But what is Fun Friday?

For those new to this party, Fun Friday means taking some time on the titular day to celebrate your students’ achievements and classroom’s progress and recognize all of those accomplishments with some fun activities! Some teachers do the same activity every week, some do a new activity and some even make each Friday a full-on fun-fest by implementing a special Fun Friday activity into every segment of their lesson plan. 

Whether you decide to go all out or just pick a few activities that match with your students’ age range and interests, give Fun Friday a try!

Here are some ideas to get you started.

The Friday Awards

Use those progress notes you’re keeping on each of your students and take some time to recognize their accomplishments in the Friday Awards! What are the Friday Awards? That’s the award show you host every Fun Friday in your classroom, complete with award certificates and lots of applause!

You’ll want to brainstorm award titles in advance (for extra fun, make a personalized award certificate for each winner).
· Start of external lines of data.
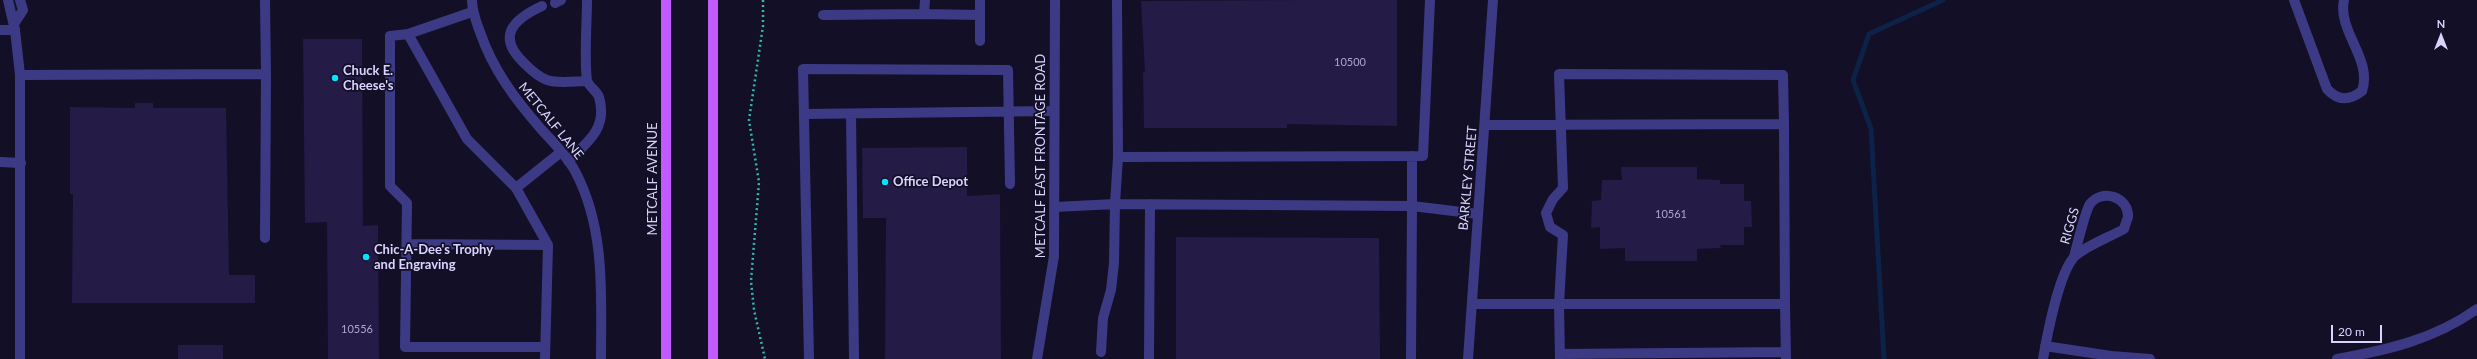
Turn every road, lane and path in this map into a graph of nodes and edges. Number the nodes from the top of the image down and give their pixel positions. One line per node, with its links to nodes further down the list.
1 (8, 0): 22 (street)
2 (20, 0): 22 (street)
3 (265, 0): 26 (street)
4 (472, 0): 18 (street, METCALF LANE)
5 (587, 0): 28 (street)
6 (666, 0): 65 (main road, METCALF AVENUE)
7 (713, 0): 66 (main road)
8 (763, 0): 67 (path)
9 (925, 0): 19 (street)
10 (980, 0): 21 (street)
11 (1055, 0): 29 (street, METCALF EAST FRONTAGE ROAD)
12 (1116, 0): 38 (street)
13 (1430, 0): 37 (street)
14 (1493, 0): 34 (street, BARKLEY STREET)
15 (2294, 0): 16 (street)
16 (2344, 0)
17 (542, 6): 28 (street)
18 (472, 12): 24 (street); 36 (street, METCALF LANE)
19 (924, 14): 20 (street); 21 (street)
20 (823, 15)
21 (980, 15): 25 (street)
22 (15, 27): 23 (street); 27 (street)
23 (0, 30)
24 (408, 34): 43 (street); 50 (street)
25 (980, 41)
26 (266, 74): 27 (street); 49 (street)
27 (20, 75): 41 (street)
28 (587, 81): 39 (street)
29 (1054, 111): 30 (street); 47 (street, METCALF EAST FRONTAGE ROAD)
30 (1009, 112): 31 (street); 32 (street); 42 (street)
31 (804, 114): 32 (street); 68 (street)
32 (850, 114): 69 (street)
33 (1784, 124): 35 (street); 35 (street); 55 (street)
34 (1486, 125): 35 (street); 48 (street, BARKLEY STREET)
35 (1560, 125): 54 (street)
36 (561, 152): 39 (street, METCALF LANE); 43 (street)
37 (1412, 156): 38 (street); 46 (street)
38 (1118, 157): 44 (street)
39 (568, 161): 64 (street, METCALF LANE)
40 (0, 162): 41 (street)
41 (21, 163): 62 (street)
42 (1010, 184)
43 (516, 188): 51 (street)
44 (1115, 204): 45 (street); 47 (street); 59 (street)
45 (1150, 204): 46 (street); 71 (street)
46 (1412, 206): 48 (street); 72 (street)
47 (1055, 207): 70 (street, METCALF EAST FRONTAGE ROAD)
48 (1478, 214): 53 (street, BARKLEY STREET)
49 (265, 238)
50 (407, 244): 51 (street); 58 (street)
51 (548, 245): 58 (street)
52 (2074, 257): 52 (street, RIGGS); 57 (street, RIGGS)
53 (1472, 304): 54 (street); 73 (street, BARKLEY STREET)
54 (1559, 304): 55 (street); 61 (street)
55 (1785, 304): 60 (street)
56 (2477, 309): 76 (street)
57 (2045, 346): 74 (street, RIGGS); 75 (street)
58 (545, 347): 63 (street)
59 (1101, 352)
60 (1785, 356): 61 (street)
61 (1560, 357)
62 (20, 359)
63 (545, 359)
64 (601, 359)
65 (666, 359)
66 (713, 359)
67 (765, 359)
68 (809, 359)
69 (854, 359)
70 (1038, 359)
71 (1149, 359)
72 (1411, 359)
73 (1468, 359)
74 (2043, 359)
75 (2150, 359)
76 (2337, 359)

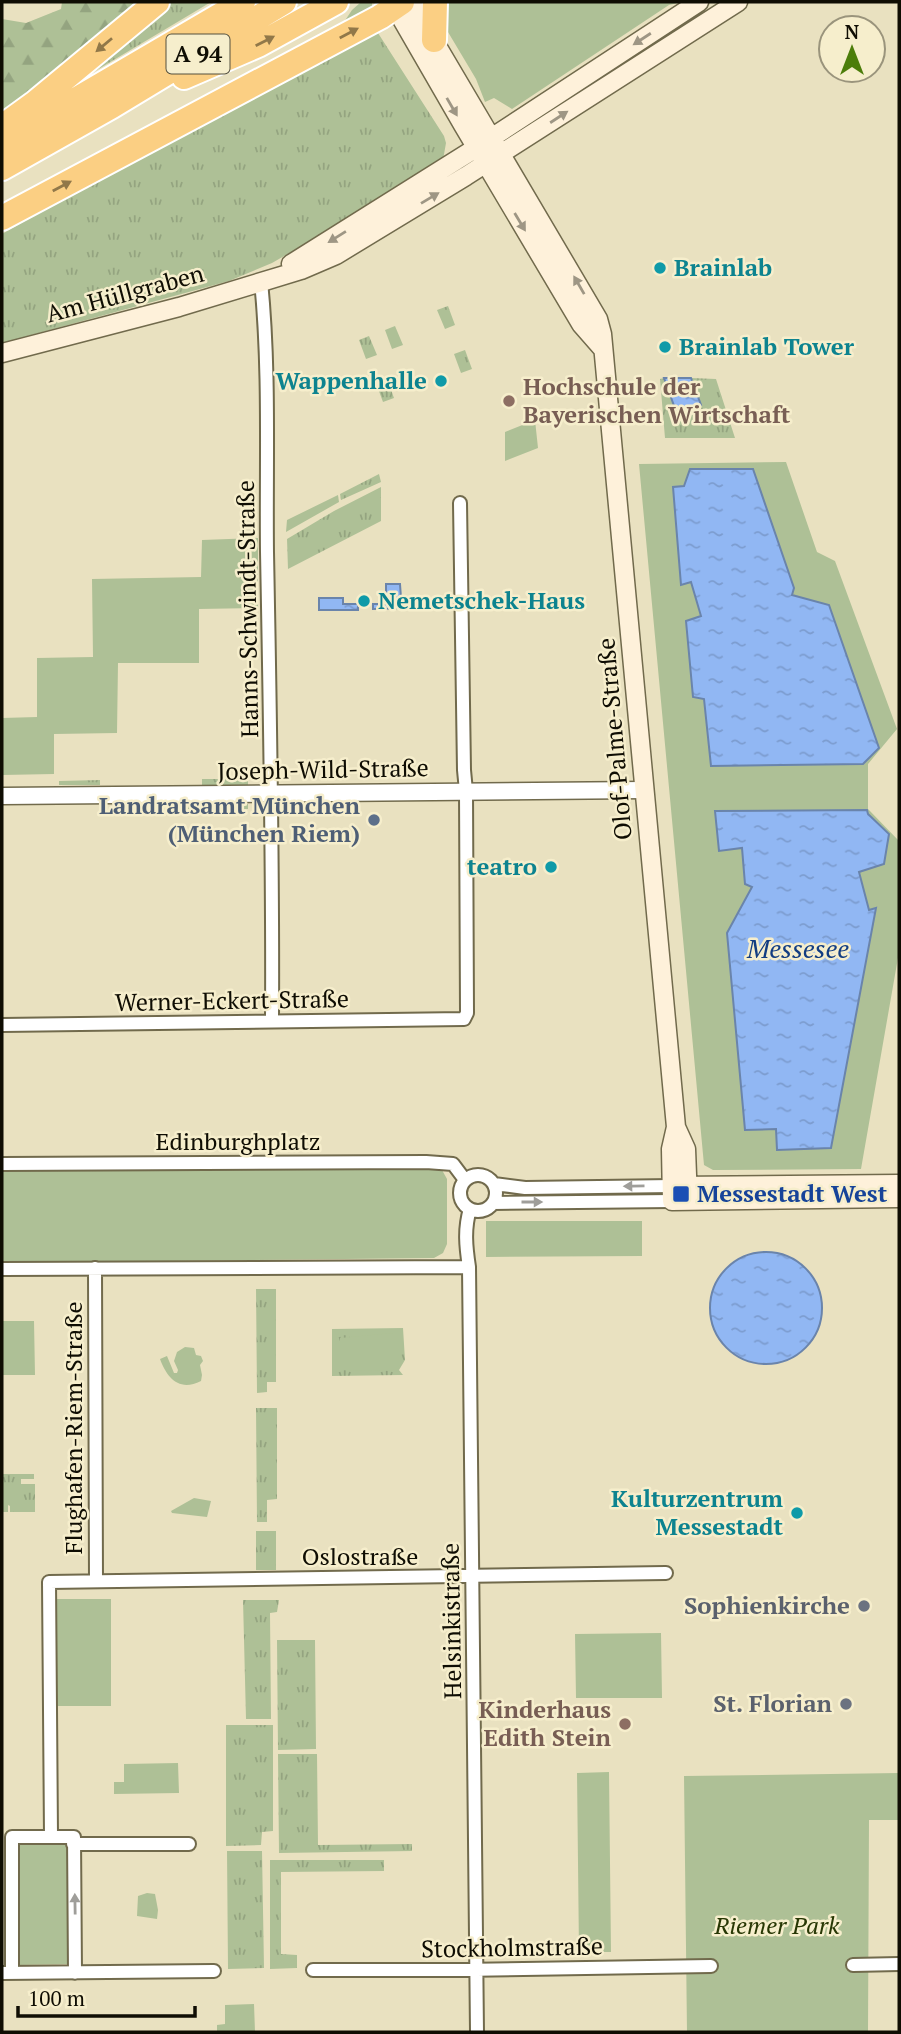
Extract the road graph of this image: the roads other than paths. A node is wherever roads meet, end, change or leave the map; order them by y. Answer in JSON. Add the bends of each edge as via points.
{"nodes":[{"id":1,"x":157,"y":2,"type":"edge"},
{"id":2,"x":243,"y":2,"type":"edge"},
{"id":3,"x":284,"y":2,"type":"edge"},
{"id":4,"x":336,"y":2,"type":"edge"},
{"id":5,"x":435,"y":2,"type":"edge"},
{"id":6,"x":699,"y":2,"type":"edge"},
{"id":7,"x":738,"y":2,"type":"edge"},
{"id":8,"x":400,"y":3,"type":"edge"},
{"id":9,"x":434,"y":40,"type":"junction"},
{"id":10,"x":112,"y":106,"type":"junction"},
{"id":11,"x":2,"y":127,"type":"edge"},
{"id":12,"x":2,"y":143,"type":"edge"},
{"id":13,"x":497,"y":146,"type":"junction"},
{"id":14,"x":481,"y":156,"type":"junction"},
{"id":15,"x":2,"y":168,"type":"edge"},
{"id":16,"x":2,"y":218,"type":"edge"},
{"id":17,"x":261,"y":281,"type":"junction"},
{"id":18,"x":602,"y":348,"type":"junction"},
{"id":19,"x":2,"y":353,"type":"edge"},
{"id":20,"x":460,"y":503,"type":"dead end"},
{"id":21,"x":644,"y":790,"type":"junction"},
{"id":22,"x":466,"y":791,"type":"junction"},
{"id":23,"x":272,"y":793,"type":"junction"},
{"id":24,"x":2,"y":796,"type":"edge"},
{"id":25,"x":272,"y":1021,"type":"junction"},
{"id":26,"x":2,"y":1025,"type":"edge"},
{"id":27,"x":2,"y":1164,"type":"edge"},
{"id":28,"x":465,"y":1180,"type":"junction"},
{"id":29,"x":494,"y":1184,"type":"junction"},
{"id":30,"x":899,"y":1184,"type":"edge"},
{"id":31,"x":680,"y":1193,"type":"junction"},
{"id":32,"x":899,"y":1198,"type":"edge"},
{"id":33,"x":493,"y":1203,"type":"junction"},
{"id":34,"x":471,"y":1209,"type":"junction"},
{"id":35,"x":469,"y":1267,"type":"junction"},
{"id":36,"x":95,"y":1268,"type":"junction"},
{"id":37,"x":2,"y":1269,"type":"edge"},
{"id":38,"x":666,"y":1573,"type":"dead end"},
{"id":39,"x":472,"y":1577,"type":"junction"},
{"id":40,"x":96,"y":1581,"type":"junction"},
{"id":41,"x":51,"y":1836,"type":"junction"},
{"id":42,"x":73,"y":1844,"type":"junction"},
{"id":43,"x":190,"y":1844,"type":"dead end"},
{"id":44,"x":899,"y":1964,"type":"edge"},
{"id":45,"x":853,"y":1965,"type":"dead end"},
{"id":46,"x":711,"y":1966,"type":"dead end"},
{"id":47,"x":476,"y":1969,"type":"junction"},
{"id":48,"x":313,"y":1970,"type":"dead end"},
{"id":49,"x":214,"y":1971,"type":"dead end"},
{"id":50,"x":7,"y":1973,"type":"edge"},
{"id":51,"x":75,"y":1973,"type":"junction"},
{"id":52,"x":477,"y":2032,"type":"edge"}],
"edges":[{"from":1,"to":11,"type":"highway","one_way":true},
{"from":2,"to":12,"type":"highway","number":"A 94"},
{"from":3,"to":10,"type":"highway","number":"A 94"},
{"from":10,"to":4,"type":"highway","one_way":true,"via":[[258,44]]},
{"from":5,"to":9,"type":"highway"},
{"from":6,"to":13,"type":"main road","one_way":true},
{"from":13,"to":7,"type":"main road","one_way":true},
{"from":8,"to":9,"type":"main road","name":"Olof-Palme-Straße"},
{"from":8,"to":14,"type":"main road","one_way":true},
{"from":16,"to":8,"type":"highway","one_way":true},
{"from":9,"to":13,"type":"main road","name":"Olof-Palme-Straße"},
{"from":10,"to":15,"type":"highway","number":"A 94"},
{"from":13,"to":14,"type":"main road","name":"Am Hüllgraben"},
{"from":18,"to":13,"type":"main road","name":"Olof-Palme-Straße","one_way":true,"via":[[598,319]]},
{"from":14,"to":17,"type":"main road","name":"Am Hüllgraben","via":[[336,255]]},
{"from":14,"to":18,"type":"main road","one_way":true,"via":[[581,324]]},
{"from":17,"to":19,"type":"main road","name":"Am Hüllgraben"},
{"from":17,"to":23,"type":"street","name":"Hanns-Schwindt-Straße"},
{"from":18,"to":21,"type":"main road","name":"Olof-Palme-Straße"},
{"from":20,"to":22,"type":"street"},
{"from":21,"to":22,"type":"street","name":"Joseph-Wild-Straße"},
{"from":21,"to":31,"type":"main road","name":"Olof-Palme-Straße","via":[[676,1127],[671,1149]]},
{"from":22,"to":23,"type":"street","name":"Joseph-Wild-Straße"},
{"from":22,"to":25,"type":"street","name":"Werner-Eckert-Straße","via":[[464,1019]]},
{"from":23,"to":24,"type":"street","name":"Joseph-Wild-Straße"},
{"from":23,"to":25,"type":"street","name":"Hanns-Schwindt-Straße"},
{"from":25,"to":26,"type":"street","name":"Werner-Eckert-Straße"},
{"from":27,"to":28,"type":"street","name":"Edinburghplatz","via":[[426,1162],[453,1164]]},
{"from":28,"to":29,"type":"street","via":[[481,1175]]},
{"from":28,"to":34,"type":"street","via":[[460,1195]]},
{"from":31,"to":29,"type":"street","one_way":true},
{"from":29,"to":33,"type":"street"},
{"from":30,"to":31,"type":"main road"},
{"from":31,"to":32,"type":"main road"},
{"from":33,"to":31,"type":"street","one_way":true},
{"from":33,"to":34,"type":"street","via":[[485,1209]]},
{"from":34,"to":35,"type":"street","name":"Helsinkistraße","via":[[466,1227]]},
{"from":35,"to":36,"type":"street"},
{"from":35,"to":39,"type":"street","name":"Helsinkistraße"},
{"from":36,"to":37,"type":"street"},
{"from":36,"to":40,"type":"street","name":"Flughafen-Riem-Straße"},
{"from":38,"to":39,"type":"street","name":"Oslostraße"},
{"from":39,"to":40,"type":"street","name":"Oslostraße"},
{"from":39,"to":47,"type":"street","name":"Helsinkistraße"},
{"from":40,"to":41,"type":"street","name":"Flughafen-Riem-Straße","via":[[49,1582]]},
{"from":41,"to":42,"type":"street","via":[[74,1837]]},
{"from":41,"to":50,"type":"street","via":[[12,1837]]},
{"from":42,"to":43,"type":"street"},
{"from":51,"to":42,"type":"street","one_way":true},
{"from":44,"to":45,"type":"street"},
{"from":46,"to":47,"type":"street","name":"Stockholmstraße"},
{"from":47,"to":48,"type":"street","name":"Stockholmstraße"},
{"from":47,"to":52,"type":"street","name":"Helsinkistraße"},
{"from":49,"to":51,"type":"street"},
{"from":50,"to":51,"type":"street"}]}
Ideas for awards include…

  • the Ray of Sunshine award
  • the Mathlete award
  • the Empathizer award
  • the Word Wizard award
  • the Emotions Master award

Each Friday, you’ll choose any number of students (we recommend 5-10) and award them a title in congratulations for something specific they did to earn the title.
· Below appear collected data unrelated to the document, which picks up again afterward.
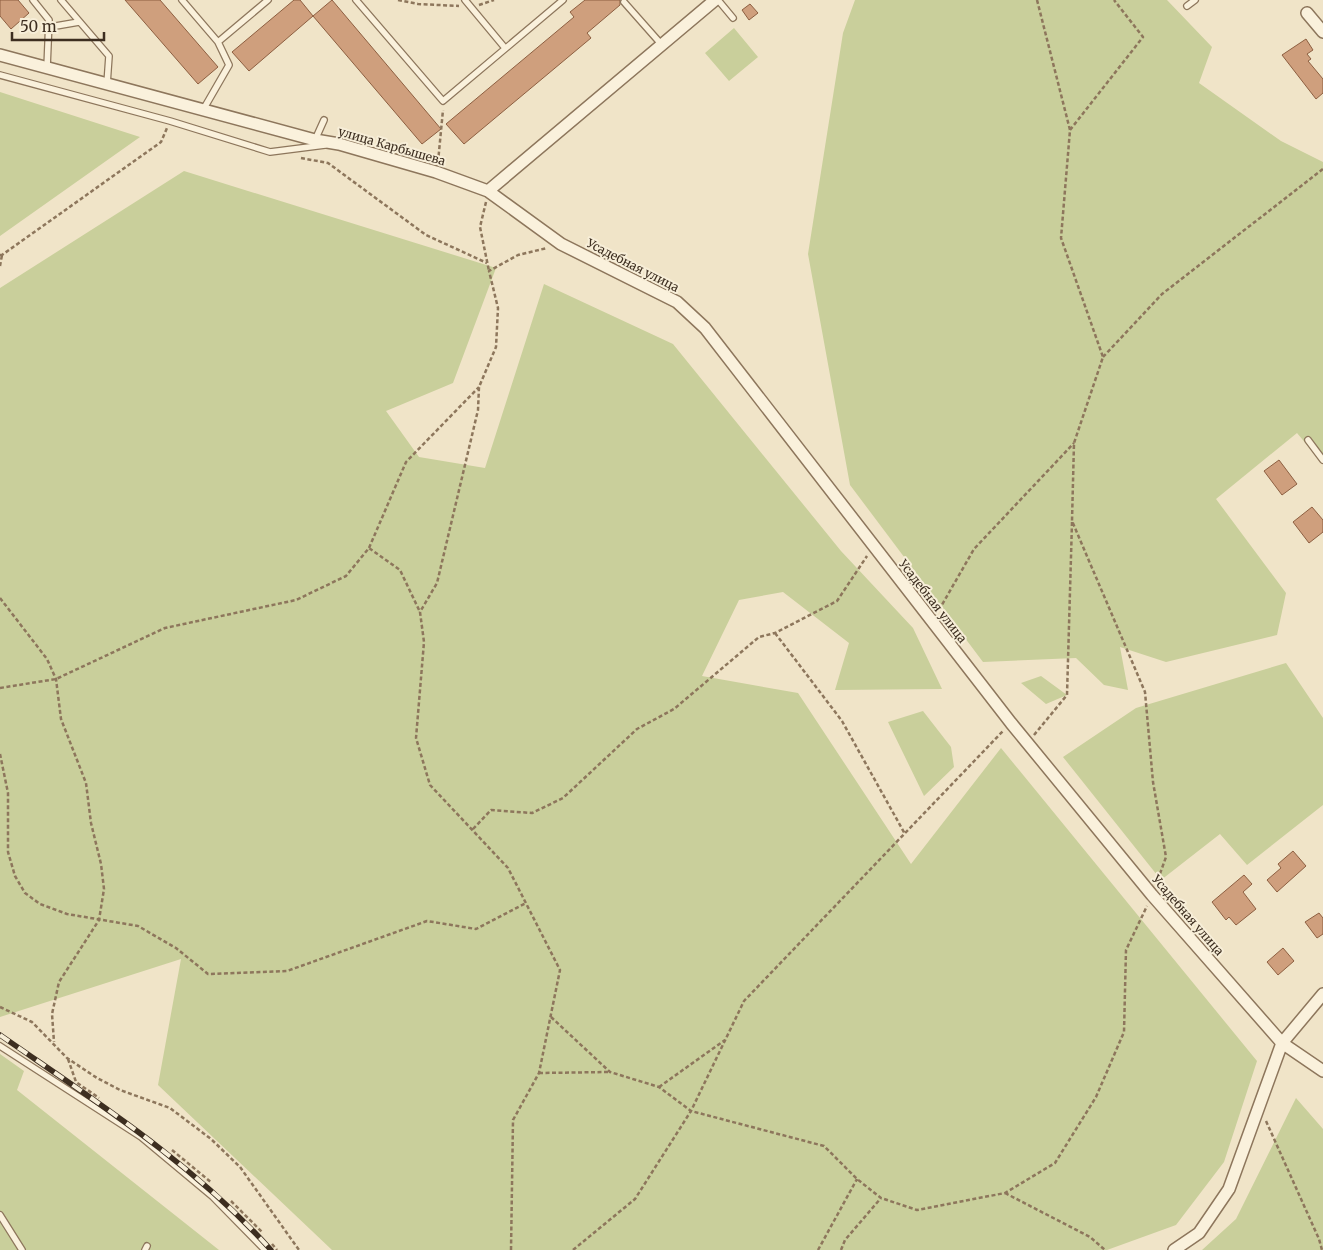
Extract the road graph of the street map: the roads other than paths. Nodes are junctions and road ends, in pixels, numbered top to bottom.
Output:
1 (34, 0) edge
2 (61, 0) edge
3 (182, 0) edge
4 (268, 0) edge
5 (356, 0) edge
6 (465, 0) edge
7 (563, 0) edge
8 (717, 0) edge
9 (1195, 0) edge
10 (624, 2) dead end
11 (1187, 6) dead end
12 (1307, 13) dead end
13 (733, 18) dead end
14 (80, 22) junction
15 (50, 27) junction
16 (1323, 32) edge
17 (218, 42) junction
18 (662, 45) junction
19 (505, 48) junction
20 (0, 55) edge
21 (47, 68) junction
22 (0, 75) edge
23 (107, 84) junction
24 (203, 111) junction
25 (324, 120) dead end
26 (315, 140) junction
27 (340, 144) junction
28 (488, 191) junction
29 (1308, 440) dead end
30 (1323, 460) edge
31 (1323, 994) edge
32 (1282, 1043) junction
33 (0, 1046) edge
34 (1323, 1071) edge
35 (0, 1215) edge
36 (22, 1250) edge
37 (265, 1250) edge
38 (1174, 1250) edge

1 - 15 lane
2 - 14 lane
3 - 17 lane
4 - 17 lane
5 - 19 lane
6 - 19 lane
7 - 19 lane
8 - 13 lane
8 - 18 street
9 - 11 lane
10 - 18 lane
12 - 16 street
14 - 15 lane
14 - 23 lane
15 - 21 lane
17 - 24 lane
18 - 28 street
20 - 21 street, улица Карбышева
21 - 23 street, улица Карбышева
22 - 27 lane
23 - 24 street, улица Карбышева
24 - 26 street, улица Карбышева
25 - 26 lane
26 - 27 street, улица Карбышева
27 - 28 street, улица Карбышева
28 - 32 street, Усадебная улица
29 - 30 lane
31 - 32 street
32 - 34 street, Усадебная улица
32 - 38 street
33 - 37 lane
35 - 36 lane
You can go all out with an awards show logo, theme song, certificates or trophies and winner speeches or keep it more lowkey by simply announcing the winners for each category and applauding their efforts.

Board Games

Make free-play time do double-duty by breaking out the board games. Classics like Candyland, Sorry, Connect 4, Checkers and Yahtzee combine age-appropriate academic skills practice and social skills development in a way that feels like free-play all the way!

BINGO

Custom BINGO cards are easy to make online for free, and they can be used to review any topic your class needs a refresher on. Use this Fun Friday activity as a way to close out a lesson you’ve been spending the week on or as a way to hint at a lesson you’ll be working on next week—like a sneak peek for what’s happening next!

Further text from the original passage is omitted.